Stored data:
..............................
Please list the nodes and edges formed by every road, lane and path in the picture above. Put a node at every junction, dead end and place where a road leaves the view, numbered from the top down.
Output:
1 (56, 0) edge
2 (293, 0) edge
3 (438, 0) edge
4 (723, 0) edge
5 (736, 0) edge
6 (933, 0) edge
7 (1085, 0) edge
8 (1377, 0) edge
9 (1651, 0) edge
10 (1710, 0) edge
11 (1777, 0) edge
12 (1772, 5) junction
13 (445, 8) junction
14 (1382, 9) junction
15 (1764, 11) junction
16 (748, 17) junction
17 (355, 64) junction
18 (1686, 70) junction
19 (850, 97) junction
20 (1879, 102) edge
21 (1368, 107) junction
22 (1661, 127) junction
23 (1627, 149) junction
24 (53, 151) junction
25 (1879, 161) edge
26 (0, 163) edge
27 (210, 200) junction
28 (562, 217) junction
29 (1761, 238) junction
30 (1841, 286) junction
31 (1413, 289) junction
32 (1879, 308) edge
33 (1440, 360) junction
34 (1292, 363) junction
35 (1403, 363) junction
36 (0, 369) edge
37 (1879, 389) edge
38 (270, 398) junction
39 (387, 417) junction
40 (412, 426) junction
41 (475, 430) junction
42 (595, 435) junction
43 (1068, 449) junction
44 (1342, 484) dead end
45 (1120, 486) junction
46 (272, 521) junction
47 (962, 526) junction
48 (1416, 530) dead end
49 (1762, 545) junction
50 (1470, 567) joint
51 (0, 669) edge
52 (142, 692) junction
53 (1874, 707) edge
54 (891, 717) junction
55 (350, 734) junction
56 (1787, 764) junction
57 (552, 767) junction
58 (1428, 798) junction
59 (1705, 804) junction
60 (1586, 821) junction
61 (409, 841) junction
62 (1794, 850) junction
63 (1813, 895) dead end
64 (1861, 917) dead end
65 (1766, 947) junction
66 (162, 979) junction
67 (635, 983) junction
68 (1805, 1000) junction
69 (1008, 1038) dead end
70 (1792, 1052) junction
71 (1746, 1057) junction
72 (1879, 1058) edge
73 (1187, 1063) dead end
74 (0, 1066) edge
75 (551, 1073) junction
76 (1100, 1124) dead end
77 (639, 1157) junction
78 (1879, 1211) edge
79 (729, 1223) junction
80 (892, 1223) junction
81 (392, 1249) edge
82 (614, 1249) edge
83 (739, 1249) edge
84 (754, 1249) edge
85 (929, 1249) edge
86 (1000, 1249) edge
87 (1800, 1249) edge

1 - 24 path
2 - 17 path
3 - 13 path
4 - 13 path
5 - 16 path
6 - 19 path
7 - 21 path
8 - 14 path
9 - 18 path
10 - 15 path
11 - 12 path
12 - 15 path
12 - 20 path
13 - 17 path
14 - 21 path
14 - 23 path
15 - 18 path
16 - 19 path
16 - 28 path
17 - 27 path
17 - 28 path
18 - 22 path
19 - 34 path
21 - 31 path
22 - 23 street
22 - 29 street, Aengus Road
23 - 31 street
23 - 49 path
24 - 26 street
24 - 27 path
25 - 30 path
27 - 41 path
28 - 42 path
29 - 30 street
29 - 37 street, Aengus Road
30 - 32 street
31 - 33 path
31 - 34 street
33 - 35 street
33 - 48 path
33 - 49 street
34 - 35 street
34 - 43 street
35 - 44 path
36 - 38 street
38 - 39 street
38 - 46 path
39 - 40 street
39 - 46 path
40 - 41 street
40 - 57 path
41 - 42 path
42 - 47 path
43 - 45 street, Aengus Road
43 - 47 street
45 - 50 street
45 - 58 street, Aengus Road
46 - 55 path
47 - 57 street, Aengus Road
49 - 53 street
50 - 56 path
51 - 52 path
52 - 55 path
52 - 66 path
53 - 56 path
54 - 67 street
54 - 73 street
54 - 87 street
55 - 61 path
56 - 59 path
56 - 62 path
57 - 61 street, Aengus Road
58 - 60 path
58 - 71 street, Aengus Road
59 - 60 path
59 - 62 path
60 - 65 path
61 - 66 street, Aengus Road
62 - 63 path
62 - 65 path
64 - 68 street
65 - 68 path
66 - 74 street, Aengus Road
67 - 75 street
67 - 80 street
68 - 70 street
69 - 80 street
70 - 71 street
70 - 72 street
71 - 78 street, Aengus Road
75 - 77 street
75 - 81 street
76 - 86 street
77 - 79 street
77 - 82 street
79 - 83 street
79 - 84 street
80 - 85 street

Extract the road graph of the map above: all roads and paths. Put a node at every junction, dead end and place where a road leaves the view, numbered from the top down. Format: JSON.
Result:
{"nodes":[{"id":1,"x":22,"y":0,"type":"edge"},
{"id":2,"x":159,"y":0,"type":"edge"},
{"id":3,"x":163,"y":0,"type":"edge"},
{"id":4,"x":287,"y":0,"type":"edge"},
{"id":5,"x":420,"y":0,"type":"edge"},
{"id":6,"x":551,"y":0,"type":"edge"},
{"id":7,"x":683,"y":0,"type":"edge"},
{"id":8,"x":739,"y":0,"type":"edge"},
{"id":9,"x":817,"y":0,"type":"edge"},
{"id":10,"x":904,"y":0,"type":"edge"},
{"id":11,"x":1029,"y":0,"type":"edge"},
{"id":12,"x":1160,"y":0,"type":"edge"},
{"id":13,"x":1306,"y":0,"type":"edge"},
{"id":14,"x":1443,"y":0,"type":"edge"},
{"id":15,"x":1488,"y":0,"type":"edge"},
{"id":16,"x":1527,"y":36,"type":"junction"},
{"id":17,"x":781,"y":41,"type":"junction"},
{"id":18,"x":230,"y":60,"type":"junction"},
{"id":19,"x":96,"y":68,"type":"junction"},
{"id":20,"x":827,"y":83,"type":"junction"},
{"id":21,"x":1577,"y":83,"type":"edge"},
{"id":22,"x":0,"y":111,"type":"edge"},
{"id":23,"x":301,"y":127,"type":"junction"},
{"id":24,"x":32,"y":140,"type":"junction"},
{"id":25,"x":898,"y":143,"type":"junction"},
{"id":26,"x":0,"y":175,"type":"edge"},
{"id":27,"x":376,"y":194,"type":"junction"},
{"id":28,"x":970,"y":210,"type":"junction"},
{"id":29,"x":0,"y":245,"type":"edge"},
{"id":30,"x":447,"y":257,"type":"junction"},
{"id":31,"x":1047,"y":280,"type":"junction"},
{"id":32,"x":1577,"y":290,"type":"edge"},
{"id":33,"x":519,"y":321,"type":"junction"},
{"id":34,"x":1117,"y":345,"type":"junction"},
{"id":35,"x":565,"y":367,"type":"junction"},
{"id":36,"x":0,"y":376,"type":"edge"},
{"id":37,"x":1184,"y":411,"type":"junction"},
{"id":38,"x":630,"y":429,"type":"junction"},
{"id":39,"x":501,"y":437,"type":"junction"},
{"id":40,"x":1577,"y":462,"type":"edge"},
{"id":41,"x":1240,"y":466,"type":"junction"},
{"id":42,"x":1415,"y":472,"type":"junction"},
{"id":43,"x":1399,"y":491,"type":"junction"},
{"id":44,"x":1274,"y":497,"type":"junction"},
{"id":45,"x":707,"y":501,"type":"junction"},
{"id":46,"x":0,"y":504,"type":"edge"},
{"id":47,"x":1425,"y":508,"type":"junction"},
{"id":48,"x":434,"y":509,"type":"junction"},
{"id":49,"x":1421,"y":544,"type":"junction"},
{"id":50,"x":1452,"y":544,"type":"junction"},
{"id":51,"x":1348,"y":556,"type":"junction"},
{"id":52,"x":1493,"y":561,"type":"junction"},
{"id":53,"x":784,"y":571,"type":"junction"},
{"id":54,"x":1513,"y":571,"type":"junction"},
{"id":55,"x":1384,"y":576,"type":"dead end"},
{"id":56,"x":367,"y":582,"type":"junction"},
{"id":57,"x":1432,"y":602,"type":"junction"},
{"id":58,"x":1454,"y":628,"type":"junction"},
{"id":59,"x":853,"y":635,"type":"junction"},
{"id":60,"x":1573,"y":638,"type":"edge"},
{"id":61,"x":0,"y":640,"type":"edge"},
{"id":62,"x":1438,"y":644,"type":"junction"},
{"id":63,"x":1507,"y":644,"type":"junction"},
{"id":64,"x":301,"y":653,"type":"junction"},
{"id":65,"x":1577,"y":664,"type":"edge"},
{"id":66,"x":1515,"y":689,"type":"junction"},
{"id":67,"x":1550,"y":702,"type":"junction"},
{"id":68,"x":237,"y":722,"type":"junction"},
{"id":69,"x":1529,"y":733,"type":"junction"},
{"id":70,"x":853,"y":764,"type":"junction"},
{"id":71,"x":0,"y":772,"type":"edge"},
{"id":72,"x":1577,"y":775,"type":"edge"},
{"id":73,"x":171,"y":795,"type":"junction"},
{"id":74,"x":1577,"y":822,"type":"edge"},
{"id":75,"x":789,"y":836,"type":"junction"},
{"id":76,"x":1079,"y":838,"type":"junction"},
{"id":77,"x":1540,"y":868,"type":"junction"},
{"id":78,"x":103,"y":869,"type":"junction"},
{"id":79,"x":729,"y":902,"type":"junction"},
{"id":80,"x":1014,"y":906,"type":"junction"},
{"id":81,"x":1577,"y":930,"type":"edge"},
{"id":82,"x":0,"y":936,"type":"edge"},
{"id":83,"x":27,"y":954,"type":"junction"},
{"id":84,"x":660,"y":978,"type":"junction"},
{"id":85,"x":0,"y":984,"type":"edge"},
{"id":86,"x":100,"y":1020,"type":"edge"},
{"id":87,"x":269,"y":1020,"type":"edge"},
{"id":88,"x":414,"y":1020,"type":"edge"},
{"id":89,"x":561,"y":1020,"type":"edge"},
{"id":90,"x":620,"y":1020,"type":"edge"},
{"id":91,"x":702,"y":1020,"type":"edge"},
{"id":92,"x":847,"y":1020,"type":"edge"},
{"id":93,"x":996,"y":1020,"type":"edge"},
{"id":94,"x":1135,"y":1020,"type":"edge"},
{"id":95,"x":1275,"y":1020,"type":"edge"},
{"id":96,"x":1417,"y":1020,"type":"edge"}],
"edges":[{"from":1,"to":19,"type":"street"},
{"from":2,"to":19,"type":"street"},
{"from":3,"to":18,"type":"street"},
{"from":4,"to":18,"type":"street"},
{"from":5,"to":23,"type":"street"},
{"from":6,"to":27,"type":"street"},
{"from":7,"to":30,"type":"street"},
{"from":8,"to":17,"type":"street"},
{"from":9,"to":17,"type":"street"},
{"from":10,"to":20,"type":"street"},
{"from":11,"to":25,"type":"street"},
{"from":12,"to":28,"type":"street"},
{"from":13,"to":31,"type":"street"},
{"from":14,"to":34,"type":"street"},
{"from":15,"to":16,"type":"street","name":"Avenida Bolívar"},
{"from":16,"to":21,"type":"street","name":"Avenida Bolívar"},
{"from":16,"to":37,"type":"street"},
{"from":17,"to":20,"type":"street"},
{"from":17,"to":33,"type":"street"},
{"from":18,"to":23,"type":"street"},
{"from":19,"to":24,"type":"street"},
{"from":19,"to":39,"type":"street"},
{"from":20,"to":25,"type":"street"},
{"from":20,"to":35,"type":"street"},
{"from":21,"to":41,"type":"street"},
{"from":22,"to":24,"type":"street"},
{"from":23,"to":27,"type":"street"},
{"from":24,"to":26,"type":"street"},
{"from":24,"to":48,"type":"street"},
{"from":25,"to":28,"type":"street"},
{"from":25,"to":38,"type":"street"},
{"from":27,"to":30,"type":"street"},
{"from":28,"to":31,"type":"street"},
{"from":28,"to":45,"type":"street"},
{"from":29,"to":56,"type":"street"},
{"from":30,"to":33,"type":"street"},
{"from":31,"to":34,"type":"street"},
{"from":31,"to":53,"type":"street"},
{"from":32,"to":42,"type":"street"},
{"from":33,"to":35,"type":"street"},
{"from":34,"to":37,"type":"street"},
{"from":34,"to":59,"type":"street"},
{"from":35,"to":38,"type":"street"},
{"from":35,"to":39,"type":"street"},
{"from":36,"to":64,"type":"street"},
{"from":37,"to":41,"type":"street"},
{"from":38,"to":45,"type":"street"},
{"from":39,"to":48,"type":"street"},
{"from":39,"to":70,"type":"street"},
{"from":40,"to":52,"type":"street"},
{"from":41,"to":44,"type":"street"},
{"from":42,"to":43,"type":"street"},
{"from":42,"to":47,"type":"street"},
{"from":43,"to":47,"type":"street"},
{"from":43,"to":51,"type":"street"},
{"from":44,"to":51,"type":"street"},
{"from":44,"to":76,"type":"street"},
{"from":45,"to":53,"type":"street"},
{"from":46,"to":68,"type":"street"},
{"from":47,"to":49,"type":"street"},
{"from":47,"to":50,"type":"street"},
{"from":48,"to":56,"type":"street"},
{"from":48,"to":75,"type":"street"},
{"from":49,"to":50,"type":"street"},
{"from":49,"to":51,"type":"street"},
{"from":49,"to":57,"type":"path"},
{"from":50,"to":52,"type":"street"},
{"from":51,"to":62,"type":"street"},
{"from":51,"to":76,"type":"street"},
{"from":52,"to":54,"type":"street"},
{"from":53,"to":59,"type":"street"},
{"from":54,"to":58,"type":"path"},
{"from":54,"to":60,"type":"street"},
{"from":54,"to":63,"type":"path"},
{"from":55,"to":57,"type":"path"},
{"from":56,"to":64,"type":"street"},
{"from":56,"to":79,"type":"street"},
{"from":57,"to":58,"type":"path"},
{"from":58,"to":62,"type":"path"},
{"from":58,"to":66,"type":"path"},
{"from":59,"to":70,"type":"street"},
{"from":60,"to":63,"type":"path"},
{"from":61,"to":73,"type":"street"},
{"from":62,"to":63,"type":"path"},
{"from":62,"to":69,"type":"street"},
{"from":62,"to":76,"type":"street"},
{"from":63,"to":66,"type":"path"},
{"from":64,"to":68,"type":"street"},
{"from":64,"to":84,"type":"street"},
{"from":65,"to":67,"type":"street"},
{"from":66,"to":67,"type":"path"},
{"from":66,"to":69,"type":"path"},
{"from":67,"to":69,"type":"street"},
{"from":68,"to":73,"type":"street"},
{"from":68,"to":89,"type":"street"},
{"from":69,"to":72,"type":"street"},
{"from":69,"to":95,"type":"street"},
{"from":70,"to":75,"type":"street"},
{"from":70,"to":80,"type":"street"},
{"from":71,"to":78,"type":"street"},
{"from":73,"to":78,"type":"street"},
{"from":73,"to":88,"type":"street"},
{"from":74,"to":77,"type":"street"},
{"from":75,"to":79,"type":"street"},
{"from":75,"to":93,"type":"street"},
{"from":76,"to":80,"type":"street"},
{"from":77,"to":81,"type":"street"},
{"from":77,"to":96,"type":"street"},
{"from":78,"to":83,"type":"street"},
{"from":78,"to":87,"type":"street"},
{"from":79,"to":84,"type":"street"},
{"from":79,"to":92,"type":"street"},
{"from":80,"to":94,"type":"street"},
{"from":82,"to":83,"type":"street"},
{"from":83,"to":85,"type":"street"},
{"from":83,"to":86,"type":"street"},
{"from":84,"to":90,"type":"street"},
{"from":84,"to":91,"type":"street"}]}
..............................
## Exercise requirements
Which lines of the data include the word "name"? Copy each one.

## Your response
{"from":15,"to":16,"type":"street","name":"Avenida Bolívar"},
{"from":16,"to":21,"type":"street","name":"Avenida Bolívar"},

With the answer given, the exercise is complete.